よく、国語が苦手という質問を受けると「本を読みなさい」「新聞を読みなさい」を常套句にしてしまう先生がいます。
でも、それって目的によると思うんですよね。
語彙力が必要なら小説文や新聞が良いですし、見聞や見識が必要なら説明文や随筆文が良いですし、
国語がそもそも大嫌いで文字を見るのも嫌なんだったら、読まない方が良いです。強制したら国語がもっと嫌いになるだけです。その場合は好きな漫画とか雑誌で良いんじゃないですかね、文字をちょっとでも読むのだったらそんなので良いんです。
もっと言えば、動画サイトで誰かが話しているのを見る、それだって言葉の学びには通じると思いますよ。ただ、動画サイトの場合は間違った言葉遣いがひどいですからかなりしっかり選ばないといけないですけれど。
私もたびたび保護者から「うちの子は読み取りがヘタなんで本を読ませたらいいんですかね?」って聞かれますけど、そういうときはその目的を尋ねます。
それによって、どうしたら良いか分析して日常にどう国語を自然に取り入れるか保護者と生徒と一緒になって考えるようにしています。

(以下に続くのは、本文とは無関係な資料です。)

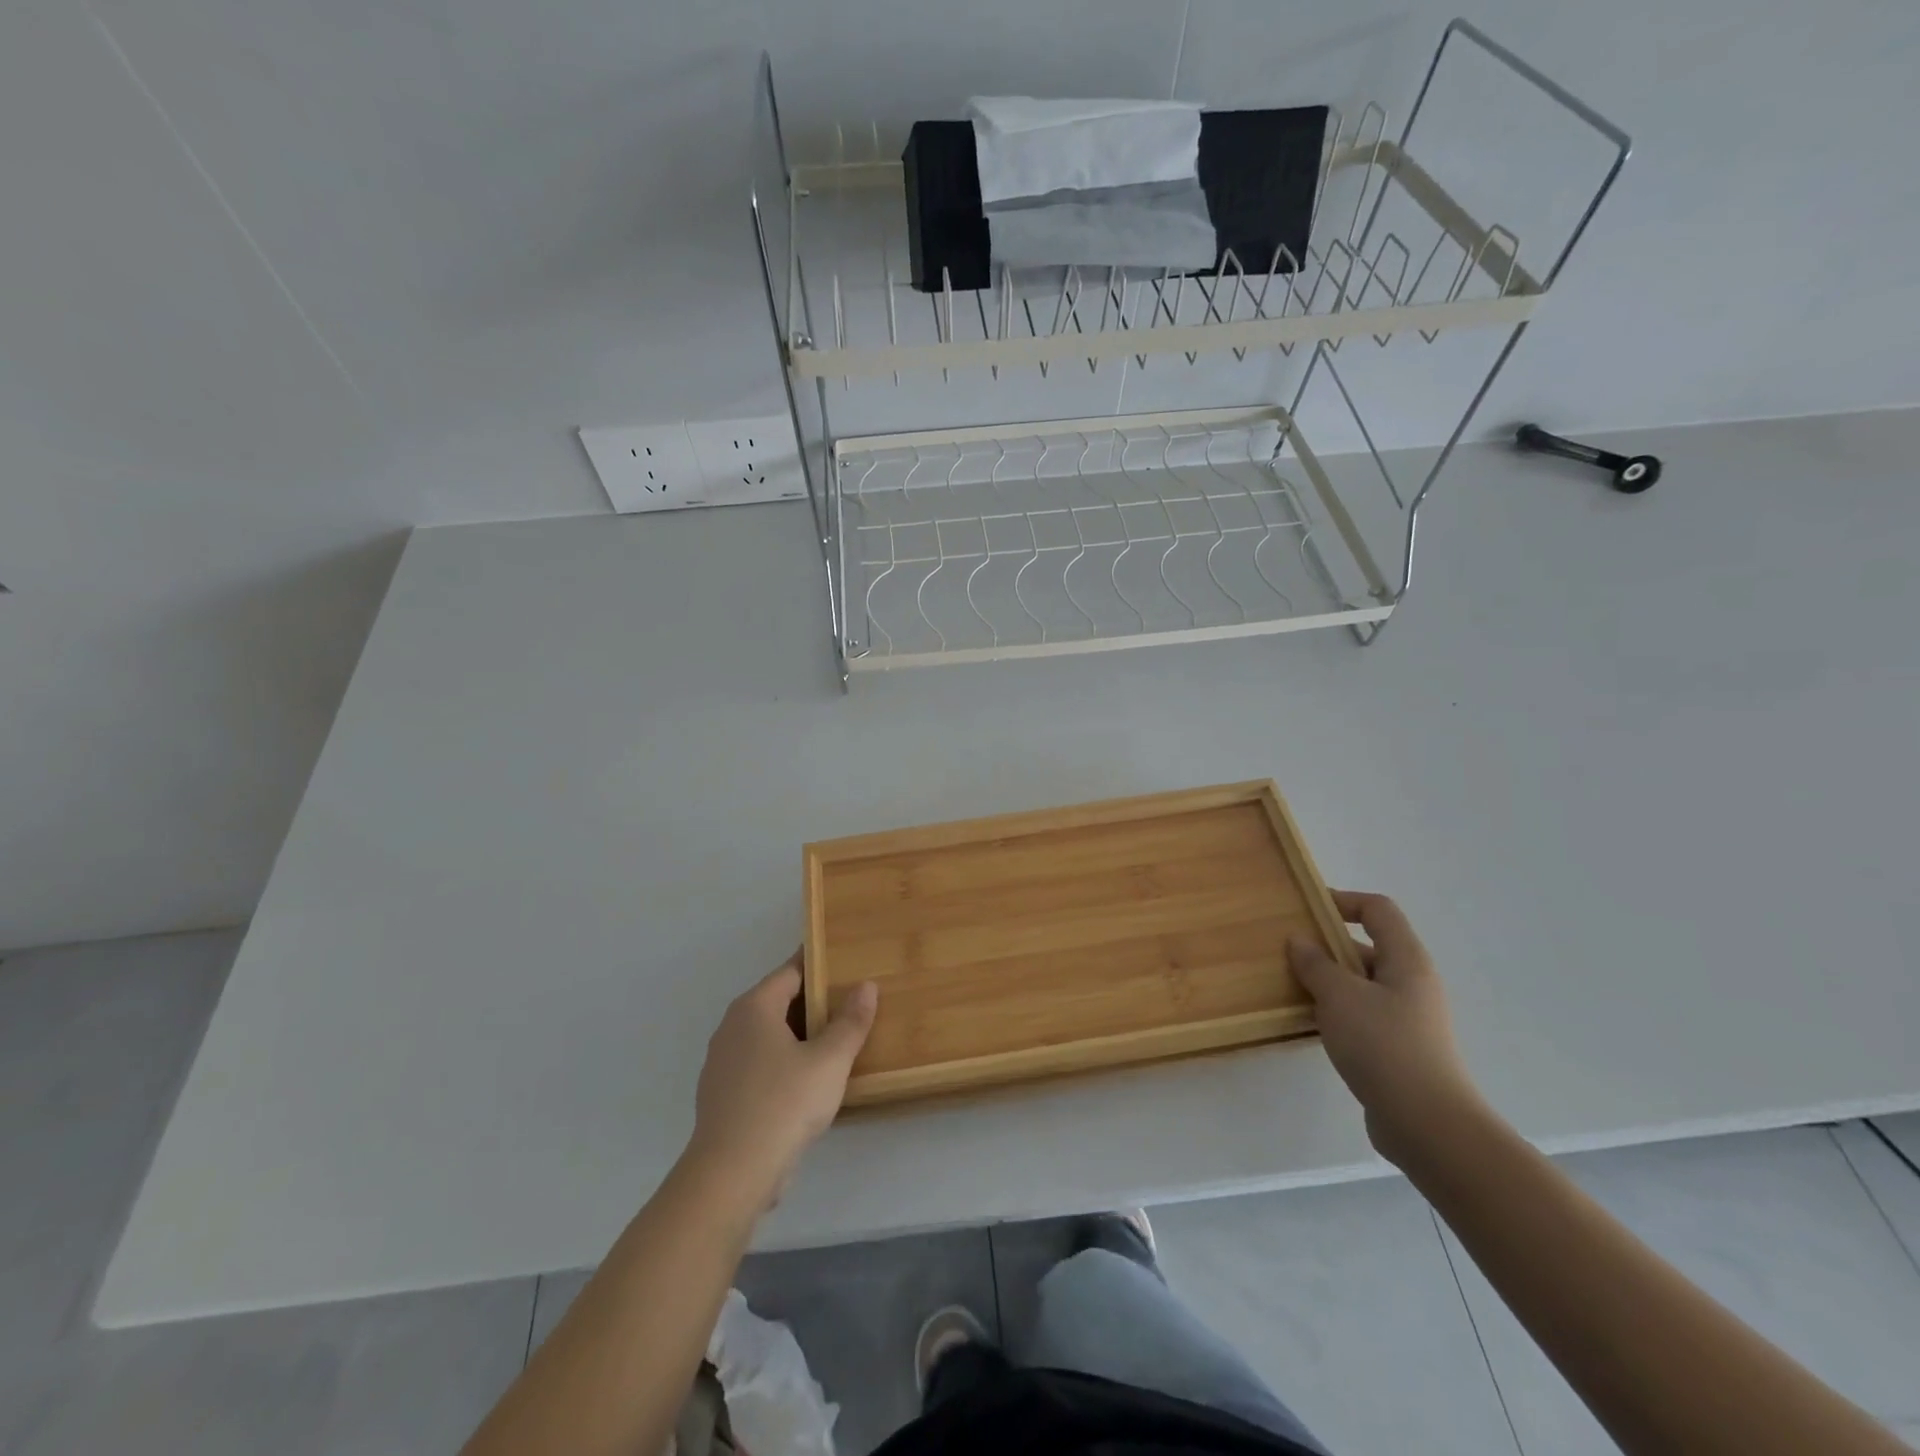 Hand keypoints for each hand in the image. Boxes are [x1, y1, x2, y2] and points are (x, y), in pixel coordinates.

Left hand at [686, 952, 877, 1209]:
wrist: (731, 1174)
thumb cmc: (783, 1104)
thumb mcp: (830, 1060)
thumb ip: (851, 1022)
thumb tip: (866, 986)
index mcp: (754, 1008)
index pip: (791, 971)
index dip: (820, 965)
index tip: (847, 963)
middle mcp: (732, 1027)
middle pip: (778, 1002)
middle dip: (813, 1002)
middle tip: (851, 1004)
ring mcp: (723, 1063)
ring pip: (768, 1037)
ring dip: (799, 1036)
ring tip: (836, 1042)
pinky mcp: (723, 1096)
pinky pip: (759, 1065)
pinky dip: (783, 1064)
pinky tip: (808, 1082)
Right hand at [1288, 891, 1483, 1166]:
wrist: (1427, 1125)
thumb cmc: (1384, 1045)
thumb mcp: (1339, 996)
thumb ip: (1316, 963)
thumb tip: (1300, 940)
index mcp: (1406, 960)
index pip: (1378, 910)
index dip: (1343, 901)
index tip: (1306, 909)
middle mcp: (1412, 984)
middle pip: (1367, 947)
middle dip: (1327, 946)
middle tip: (1288, 953)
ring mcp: (1408, 1019)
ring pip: (1361, 985)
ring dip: (1328, 982)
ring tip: (1292, 988)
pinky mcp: (1398, 1050)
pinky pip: (1362, 1016)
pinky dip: (1336, 1013)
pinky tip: (1311, 1025) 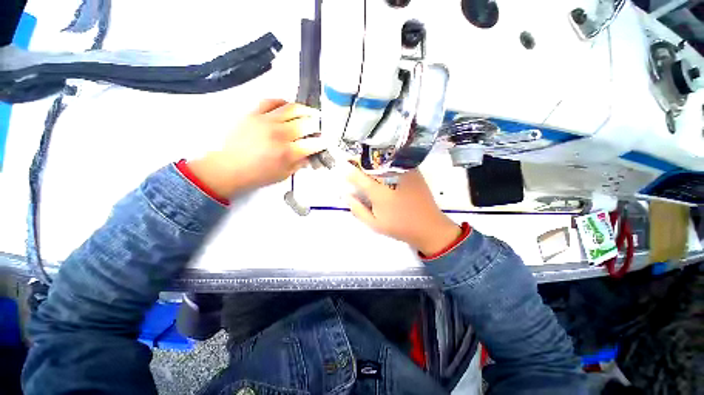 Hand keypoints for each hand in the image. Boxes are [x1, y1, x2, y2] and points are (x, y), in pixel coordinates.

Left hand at [188, 99, 325, 196]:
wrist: (229, 168)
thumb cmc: (258, 175)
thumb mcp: (283, 175)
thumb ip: (299, 164)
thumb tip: (310, 156)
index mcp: (288, 152)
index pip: (313, 144)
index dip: (323, 142)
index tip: (325, 141)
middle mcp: (280, 134)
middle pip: (306, 124)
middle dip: (317, 125)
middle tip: (319, 127)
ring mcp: (266, 121)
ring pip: (292, 108)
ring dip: (305, 110)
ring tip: (310, 112)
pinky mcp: (253, 113)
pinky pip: (271, 101)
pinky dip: (282, 102)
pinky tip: (288, 106)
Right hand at [346, 168, 461, 255]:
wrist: (429, 226)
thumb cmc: (399, 227)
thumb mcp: (374, 224)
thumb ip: (358, 209)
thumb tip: (346, 194)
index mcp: (379, 192)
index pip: (359, 176)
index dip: (349, 171)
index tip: (342, 168)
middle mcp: (391, 178)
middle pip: (370, 163)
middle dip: (358, 160)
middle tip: (351, 161)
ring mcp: (404, 173)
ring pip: (383, 159)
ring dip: (371, 158)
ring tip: (364, 162)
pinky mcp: (413, 171)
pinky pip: (395, 161)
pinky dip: (385, 160)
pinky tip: (381, 165) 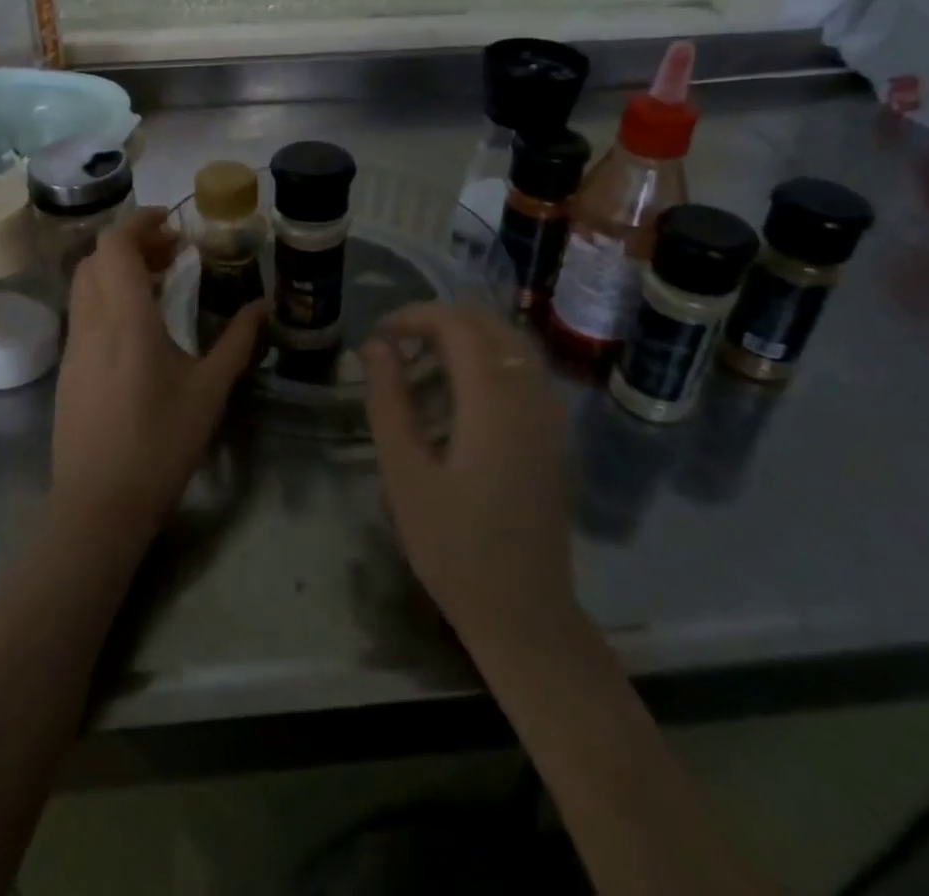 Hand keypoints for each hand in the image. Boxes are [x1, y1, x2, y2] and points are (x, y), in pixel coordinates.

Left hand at [50, 208, 265, 544]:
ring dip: (119, 270)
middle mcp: (91, 322)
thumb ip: (237, 342)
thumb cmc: (160, 444)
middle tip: (174, 254)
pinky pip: (83, 311)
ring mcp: (74, 346)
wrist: (98, 504)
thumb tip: (263, 306)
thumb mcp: (210, 391)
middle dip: (134, 244)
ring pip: (86, 284)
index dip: (140, 223)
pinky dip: (108, 296)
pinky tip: (140, 324)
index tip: (173, 222)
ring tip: (161, 284)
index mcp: (125, 319)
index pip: (115, 245)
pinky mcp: (68, 368)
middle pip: (97, 258)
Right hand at [361, 305, 577, 651]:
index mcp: (494, 402)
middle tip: (398, 346)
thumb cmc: (453, 548)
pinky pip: (523, 369)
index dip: (416, 316)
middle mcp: (531, 395)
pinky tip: (458, 394)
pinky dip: (488, 360)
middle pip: (490, 323)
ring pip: (510, 343)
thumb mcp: (404, 474)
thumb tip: (375, 346)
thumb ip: (388, 401)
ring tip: (422, 366)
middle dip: (440, 320)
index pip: (459, 325)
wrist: (524, 613)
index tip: (380, 334)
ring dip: (466, 338)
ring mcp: (549, 414)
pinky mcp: (553, 433)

読解はヘタなんですけれど漢字には興味あるんです、っていうお子さんには、小学生でしたけれど漢文を勧めたりしたこともありましたよ。ちなみにその子はもう成人していますが、高校の定期テストで古文で満点を連発してその流れで大学では言語学を専攻していました。
中学時代の国語は私が担当していましたが、その頃から古文の才能は開花していてとんでもない実力がありましたね。古語辞書とか買って自分から片っ端に読んだりしてましたから。
やっぱり正しい方向性と努力の方法を伝えることが大切です。なんでもかんでも一緒くたは良くないです。
あと、本を勧めるときにはなるべく保護者は干渉しないこと、これが大切です。
保護者が勧めたらそれは保護者の価値観のものになってしまいます。お子さんが100パーセント自分の本だと感じることがまず大切で、そうすることによって深く読む行動に繋がるわけです。
本屋に連れて行くまではしてあげて、そこからは好きな本を選ばせてあげる、これが肝心です。変な本を選ばないかだけは見てあげておいてください。
どう生活に国語を自然と取り入れるか、これが肝です。無理強いだけは絶対にしないでください。目的を持ってどうするか考えましょう。